WHAT YOU HAVE TO DO:
Going through the data below, tally every line where the string "ซอยนวลจ" occurs, then give only the tally.

+---+

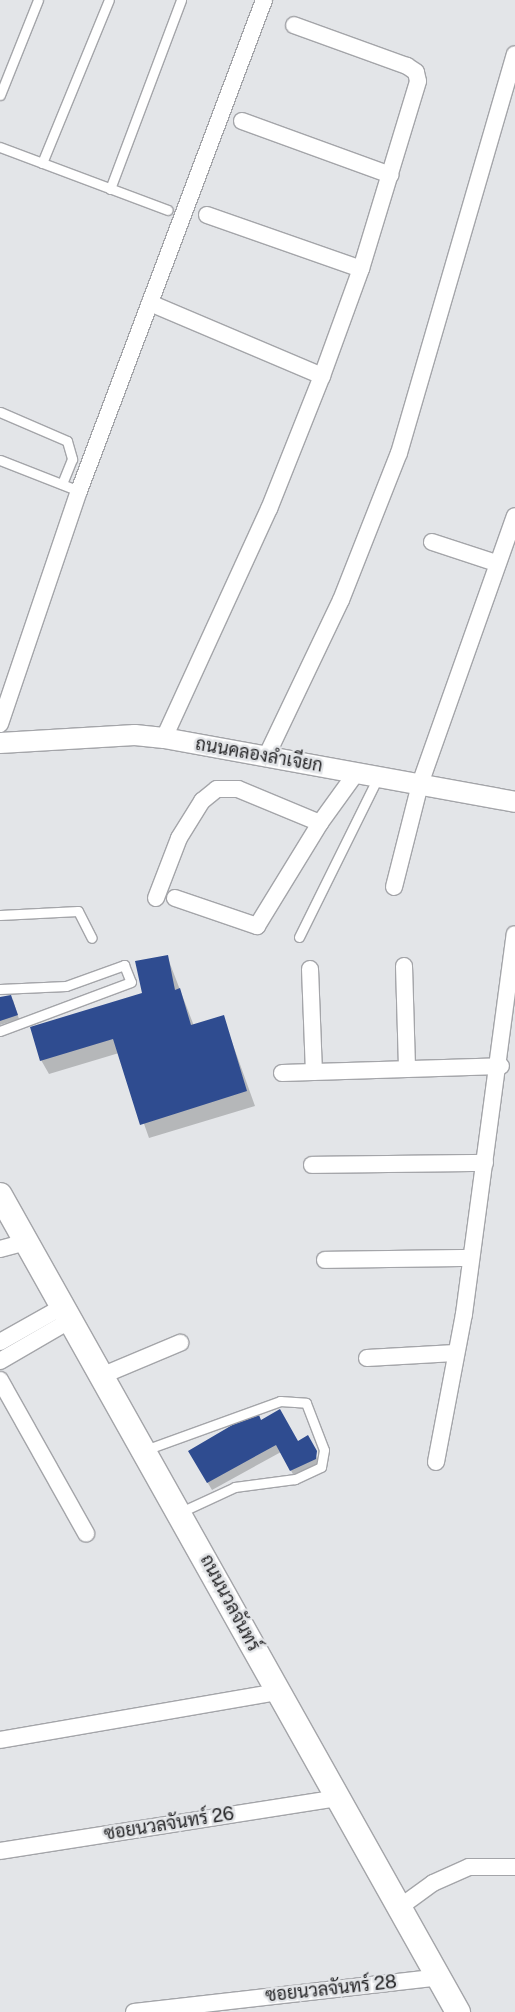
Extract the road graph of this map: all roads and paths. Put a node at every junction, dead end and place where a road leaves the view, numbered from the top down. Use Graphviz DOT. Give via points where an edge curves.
graph roads {
  1 [pos="38,0"];
  2 [pos="109,0"];
  3 [pos="181,0"];
  4 [pos="264,0"];
  5 [pos="294,25"];
  6 [pos="515,55"];
  7 [pos="0,95"];
  8 [pos="242,121"];
  9 [pos="0,147"];
  10 [pos="42,163"];
  11 [pos="390,175"];
  12 [pos="110,188"];
  13 [pos="168,210"];
  14 [pos="207,215"];
  15 [pos="361,269"];
  16 [pos="150,303"];
  17 [pos="322,376"];
  18 [pos="0,412"];
  19 [pos="0,460"];
  20 [pos="62,484"];
  21 [pos="79,491"];
  22 [pos="515,516"];
  23 [pos="432,542"];
  24 [pos="496,563"];
  25 [pos="0,724"];
  26 [pos="164,738"];
  27 [pos="0,743"];
  28 [pos="267,755"];
  29 [pos="356,773"];
  30 [pos="378,777"];
  31 [pos="420,784"];
  32 [pos="515,802"];
  33 [pos="320,823"];
  34 [pos="394,887"];
  35 [pos="156,898"];
  36 [pos="175,898"];
  37 [pos="0,915"];
  38 [pos="515,934"];
  39 [pos="92,938"];
  40 [pos="299,938"];
  41 [pos="404,966"];
  42 [pos="310,969"];
  43 [pos="0,989"];
  44 [pos="0,1031"];
  45 [pos="501,1066"];
  46 [pos="407,1069"];
  47 [pos="314,1072"];
  48 [pos="282,1073"];
  49 [pos="486,1163"];
  50 [pos="312,1165"];
  51 [pos="0,1195"];
  52 [pos="26,1242"];
  53 [pos="0,1249"];
  54 [pos="471,1258"];
  55 [pos="325,1260"];
  56 [pos="66,1314"];
  57 [pos="0,1342"];
  58 [pos="180,1343"];
  59 [pos="455,1353"];
  60 [pos="367,1358"];
  61 [pos="0,1361"];
  62 [pos="101,1376"];
  63 [pos="0,1380"];
  64 [pos="145,1450"];
  65 [pos="436,1462"];
  66 [pos="181,1512"];
  67 [pos="86,1533"];
  68 [pos="279,1692"];
  69 [pos="0,1740"];
  70 [pos="339,1798"];
  71 [pos="0,1851"];
  72 [pos="515,1867"];
  73 [pos="400,1906"];
  74 [pos="439,1977"];
  75 [pos="144,2011"];
  76 [pos="458,2012"];
  1 -- 7 [label="lane"];
  2 -- 10 [label="lane"];
  3 -- 12 [label="lane"];
  4 -- 16 [label="street"];
  5 -- 11 [label="street" via="416,72 418,81"];
  6 -- 28 [label="street" via="399,453 341,600"];
  8 -- 11 [label="street"];
  9 -- 10 [label="lane"];
  10 -- 12 [label="lane"];
  11 -- 15 [label="street"];
  12 -- 13 [label="lane"];
  14 -- 15 [label="street"];
  15 -- 17 [label="street"];
  16 -- 17 [label="street"];
  16 -- 21 [label="street"];
  17 -- 26 [label="street" via="269,509"];
  18 -- 20 [label="lane" via="67,441 72,459"];
  19 -- 20 [label="lane"];
  20 -- 21 [label="lane"];
  21 -- 25 [label="street"];
  22 -- 24 [label="street"];
  23 -- 24 [label="street"];
  24 -- 31 [label="street"];
  26 -- 27 [label="street, ถนนคลองลำเจียก" via="135,735"];
  26 -- 28 [label="street, ถนนคลองลำเจียก"];
  28 -- 29 [label="street, ถนนคลองลำเจียก"];
  29 -- 30 [label="street, ถนนคลองลำเจียก"];
  29 -- 33 [label="street"];
  30 -- 31 [label="street, ถนนคลองลำเจียก"];
  30 -- 40 [label="lane"];
  31 -- 32 [label="street, ถนนคลองลำเจียก"];
  31 -- 34 [label="street"];
  33 -- 35 [label="street" via="238,789 217,789 202,801 179,838"];
  33 -- 36 [label="street" via="268,915 257,926"];
  37 -- 39 [label="lane" via="78,911"];
  38 -- 45 [label="street"];
  41 -- 46 [label="street"];
  42 -- 47 [label="street"];
  43 -- 44 [label="lane" via="66,986 124,965 131,982"];
  45 -- 46 [label="street"];
  45 -- 49 [label="street"];
  46 -- 47 [label="street"];
  47 -- 48 [label="street"];
  49 -- 50 [label="street"];
  49 -- 54 [label="street"];
  51 -- 52 [label="main road, ถนนนวลจันทร์"];
  52 -- 53 [label="street"];
  52 -- 56 [label="main road, ถนนนวลจันทร์"];
  54 -- 55 [label="street"];
  54 -- 59 [label="street"];
  56 -- 57 [label="street"];
  56 -- 61 [label="street"];
  56 -- 62 [label="main road, ถนนนวลจันทร์"];
  58 -- 62 [label="street"];
  59 -- 60 [label="street"];
  59 -- 65 [label="street"];
  62 -- 64 [label="main road, ถนนนวลจันทร์"];
  63 -- 67 [label="street"];
  64 -- 66 [label="main road, ถนนนวลจันทร์"];
  64 -- 66 [label="lane" via="280,1401 306,1403 324,1450 321,1468 295,1479 235,1486"];
  66 -- 68 [label="main road, ถนนนวลจันทร์"];
  68 -- 69 [label="street"];
  68 -- 70 [label="main road, ถนนนวลจันทร์"];
  70 -- 71 [label="street, ซอยนวลจันทร์ 26"];
  70 -- 73 [label="main road, ถนนนวลจันทร์"];
  72 -- 73 [label="street" via="468,1868 433,1883"];
  73 -- 74 [label="main road, ถนนนวลจันทร์"];
  74 -- 75 [label="street, ซอยนวลจันทร์ 28"];
  74 -- 76 [label="main road, ถนนนวลจันทร์"];
}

+---+

EXERCISE SOLUTION:
2